● **What you should do**
Once the data has been read, return all of it precisely as written.

● **The data**
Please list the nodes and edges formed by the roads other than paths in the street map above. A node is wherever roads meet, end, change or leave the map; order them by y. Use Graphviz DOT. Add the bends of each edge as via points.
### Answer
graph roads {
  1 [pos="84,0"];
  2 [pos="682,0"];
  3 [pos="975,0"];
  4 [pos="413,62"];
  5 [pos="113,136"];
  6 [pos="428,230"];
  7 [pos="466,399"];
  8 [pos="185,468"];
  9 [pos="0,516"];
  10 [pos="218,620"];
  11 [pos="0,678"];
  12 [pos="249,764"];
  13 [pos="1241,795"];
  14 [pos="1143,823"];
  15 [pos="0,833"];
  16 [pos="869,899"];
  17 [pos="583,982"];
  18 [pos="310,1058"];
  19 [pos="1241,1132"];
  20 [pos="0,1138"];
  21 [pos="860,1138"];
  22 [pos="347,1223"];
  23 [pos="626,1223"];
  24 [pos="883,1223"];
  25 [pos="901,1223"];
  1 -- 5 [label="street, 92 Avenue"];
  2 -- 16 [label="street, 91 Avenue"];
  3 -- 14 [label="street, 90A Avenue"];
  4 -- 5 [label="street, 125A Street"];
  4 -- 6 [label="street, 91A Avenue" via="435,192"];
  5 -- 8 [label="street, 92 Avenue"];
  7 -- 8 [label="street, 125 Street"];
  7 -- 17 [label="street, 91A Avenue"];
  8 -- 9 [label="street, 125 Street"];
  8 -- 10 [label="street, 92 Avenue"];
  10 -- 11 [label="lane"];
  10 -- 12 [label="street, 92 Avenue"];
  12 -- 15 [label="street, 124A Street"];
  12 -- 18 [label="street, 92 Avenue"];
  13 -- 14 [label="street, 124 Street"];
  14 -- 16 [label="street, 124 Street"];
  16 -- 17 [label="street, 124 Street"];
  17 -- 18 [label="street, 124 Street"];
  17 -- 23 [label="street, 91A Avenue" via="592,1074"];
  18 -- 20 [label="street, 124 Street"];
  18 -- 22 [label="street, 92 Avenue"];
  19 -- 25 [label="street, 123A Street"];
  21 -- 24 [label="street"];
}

● **Response to this task**
Please list the nodes and edges formed by the roads other than paths in the street map above. A node is wherever roads meet, end, change or leave the map; order them by y. Use Graphviz DOT. Add the bends of each edge as via points.
### Answer
graph roads {
  1 [pos="84,0"];
  2 [pos="682,0"];
  3 [pos="975,0"];
  4 [pos="413,62"];
  5 [pos="113,136"];
  6 [pos="428,230"];
  7 [pos="466,399"];
  8 [pos="185,468"];
  9 [pos="0,516"];
  10 [pos="218,620"];
  11 [pos="0,678"];
  12 [pos="249,764"];
  13 [pos="1241,795"];
  14 [pos="1143,823"];
  15 [pos="0,833"];
  16 [pos="869,899"];
  17 [pos="583,982"];
  18 [pos="310,1058"];
  19 [pos="1241,1132"];
  20 [pos="0,1138"];
  21 [pos="860,1138"];
  22 [pos="347,1223"];
  23 [pos="626,1223"];
  24 [pos="883,1223"];
  25 [pos="901,1223"];
  1 -- 5 [label="street, 92 Avenue"];
  2 -- 16 [label="street, 91 Avenue"];
  3 -- 14 [label="street, 90A Avenue"];
  4 -- 5 [label="street, 125A Street"];
  4 -- 6 [label="street, 91A Avenue" via="435,192"];
  5 -- 8 [label="street, 92 Avenue"];
  7 -- 8 [label="street, 125 Street"];
  7 -- 17 [label="street, 91A Avenue"];
  8 -- 9 [label="street, 125 Street"];
  8 -- 10 [label="street, 92 Avenue"];
  10 -- 11 [label="lane"];
  10 -- 12 [label="street, 92 Avenue"];
  12 -- 15 [label="street, 124A Street"];
  12 -- 18 [label="street, 92 Avenue"];
  13 -- 14 [label="street, 124 Street"];
  14 -- 16 [label="street, 124 Street"];
  16 -- 17 [label="street, 124 Street"];
  17 -- 18 [label="street, 124 Street"];
  17 -- 23 [label="street, 91A Avenue" via="592,1074"];
  18 -- 20 [label="street, 124 Street"];
  18 -- 22 [label="street, 92 Avenue"];
  19 -- 25 [label="street, 123A Street"];
  21 -- 24 [label="street"];
}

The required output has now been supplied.